→ **MATERIAL FOR THIS TASK**:
■ ■ ■
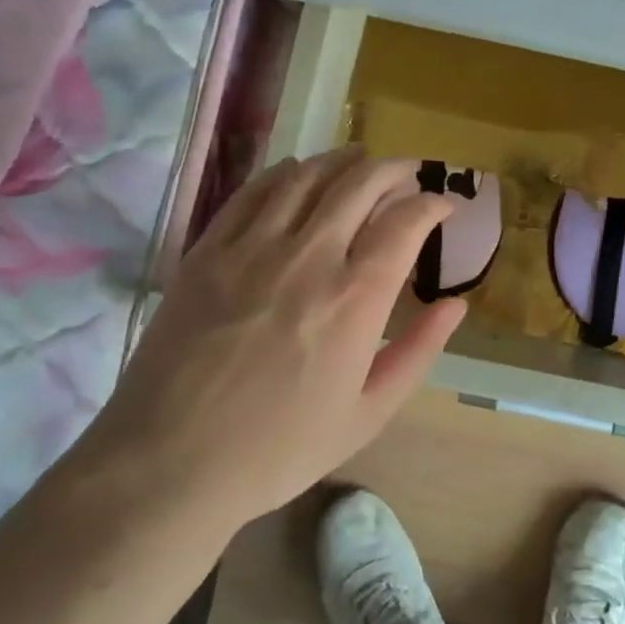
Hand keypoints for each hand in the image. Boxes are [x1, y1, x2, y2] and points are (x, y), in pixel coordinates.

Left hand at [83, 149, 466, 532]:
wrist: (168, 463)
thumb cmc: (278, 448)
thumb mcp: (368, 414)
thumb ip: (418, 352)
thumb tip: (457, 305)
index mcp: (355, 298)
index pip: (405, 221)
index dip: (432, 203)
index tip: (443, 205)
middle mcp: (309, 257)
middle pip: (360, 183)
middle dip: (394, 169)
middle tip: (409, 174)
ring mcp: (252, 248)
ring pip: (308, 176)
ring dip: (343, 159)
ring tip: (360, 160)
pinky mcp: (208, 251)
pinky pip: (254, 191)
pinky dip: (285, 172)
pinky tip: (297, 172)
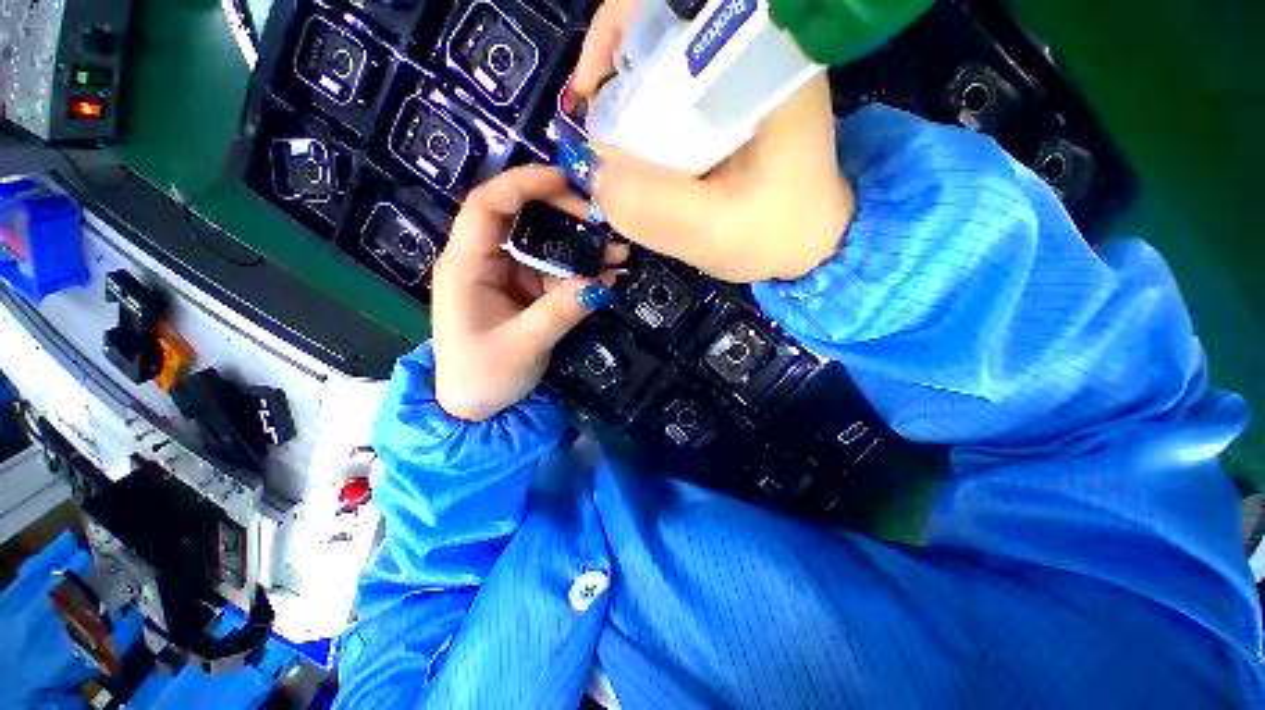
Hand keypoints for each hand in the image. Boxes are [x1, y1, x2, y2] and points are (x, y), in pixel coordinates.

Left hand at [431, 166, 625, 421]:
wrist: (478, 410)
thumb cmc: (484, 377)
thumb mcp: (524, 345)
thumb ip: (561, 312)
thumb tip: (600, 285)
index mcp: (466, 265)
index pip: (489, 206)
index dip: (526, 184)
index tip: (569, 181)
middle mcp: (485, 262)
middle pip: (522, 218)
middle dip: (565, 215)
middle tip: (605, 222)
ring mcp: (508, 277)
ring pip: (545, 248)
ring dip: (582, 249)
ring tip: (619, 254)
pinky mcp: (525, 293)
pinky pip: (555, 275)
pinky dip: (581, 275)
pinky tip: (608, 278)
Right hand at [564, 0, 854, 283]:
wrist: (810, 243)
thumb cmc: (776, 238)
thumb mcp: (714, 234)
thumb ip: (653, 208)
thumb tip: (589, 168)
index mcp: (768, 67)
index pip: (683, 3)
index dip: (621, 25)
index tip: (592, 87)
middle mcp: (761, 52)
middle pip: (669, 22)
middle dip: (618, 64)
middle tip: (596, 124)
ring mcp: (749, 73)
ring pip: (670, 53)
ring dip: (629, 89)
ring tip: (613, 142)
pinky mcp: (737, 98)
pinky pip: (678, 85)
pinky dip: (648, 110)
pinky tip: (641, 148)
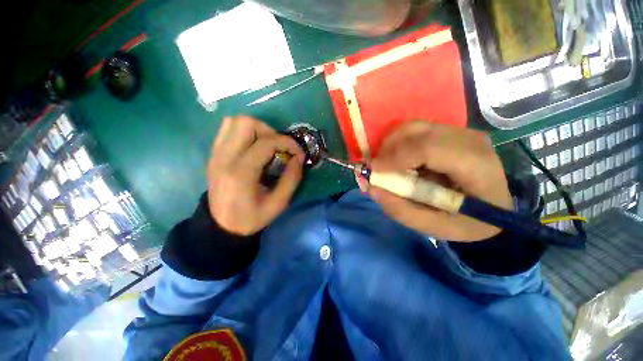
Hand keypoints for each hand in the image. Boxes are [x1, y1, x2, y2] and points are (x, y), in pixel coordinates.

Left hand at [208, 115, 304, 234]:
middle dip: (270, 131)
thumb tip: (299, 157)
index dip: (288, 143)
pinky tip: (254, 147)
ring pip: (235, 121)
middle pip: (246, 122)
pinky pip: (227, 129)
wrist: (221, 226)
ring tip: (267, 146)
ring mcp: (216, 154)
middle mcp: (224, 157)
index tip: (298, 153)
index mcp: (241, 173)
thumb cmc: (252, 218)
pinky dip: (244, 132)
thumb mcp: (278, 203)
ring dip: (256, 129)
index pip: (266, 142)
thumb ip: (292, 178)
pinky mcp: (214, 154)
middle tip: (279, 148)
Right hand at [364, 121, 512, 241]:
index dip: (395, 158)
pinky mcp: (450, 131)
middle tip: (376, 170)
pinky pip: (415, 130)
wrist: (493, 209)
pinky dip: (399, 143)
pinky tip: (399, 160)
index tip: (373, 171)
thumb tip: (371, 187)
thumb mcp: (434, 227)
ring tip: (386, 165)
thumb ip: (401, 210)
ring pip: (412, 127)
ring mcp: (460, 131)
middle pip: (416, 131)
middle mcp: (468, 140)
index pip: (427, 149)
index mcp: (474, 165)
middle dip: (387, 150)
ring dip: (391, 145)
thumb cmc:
■ ■ ■
Print, exactly and with no pictures, the lines of the listing above starting at the one that has "ring mcp: (749, 73)" and ending at the one that has "middle mcp: (468, 140)", both included.

ring mcp: (749, 73)
ring pip: (670, 53)
ring dip: (629, 89)
ring tip: (613, 142)
pinky mcp: (737, 98)
pinky pip: (678, 85)
pinky dip: (648, 110)
pinky tip: (641, 148)
Hand keypoints for each hand in the image. Boxes are [x1, y1, x2, y2] and points are (x, y), in pixel coordinates.

Left hand at [208, 115, 304, 234]:
middle dip: (270, 131)
thumb tip: (299, 157)
index dip: (288, 143)
pinky tip: (254, 147)
ring pip: (235, 121)
middle pip: (246, 122)
pinky pip: (227, 129)
wrist: (221, 226)
ring tip: (267, 146)
ring mcp: (216, 154)
middle mcp: (224, 157)
index tip: (298, 153)
index mcp: (241, 173)
thumb cmc: (252, 218)
pinky dip: (244, 132)
thumb mcp: (278, 203)
ring dip: (256, 129)
index pip: (266, 142)
thumb ip: (292, 178)
pinky mcp: (214, 154)
middle tip: (279, 148)
Right hand at [364, 121, 512, 241]:
index dip: (395, 158)
pinky mcp: (450, 131)
middle tip: (376, 170)
pinky pip: (415, 130)
wrist: (493, 209)
pinky dip: (399, 143)
pinky tip: (399, 160)
index tip: (373, 171)
thumb tip: (371, 187)
thumb mcp: (434, 227)
ring tip: (386, 165)
thumb ip: (401, 210)
ring pip: (412, 127)
ring mcp: (460, 131)
middle pip: (416, 131)
middle mcp: (468, 140)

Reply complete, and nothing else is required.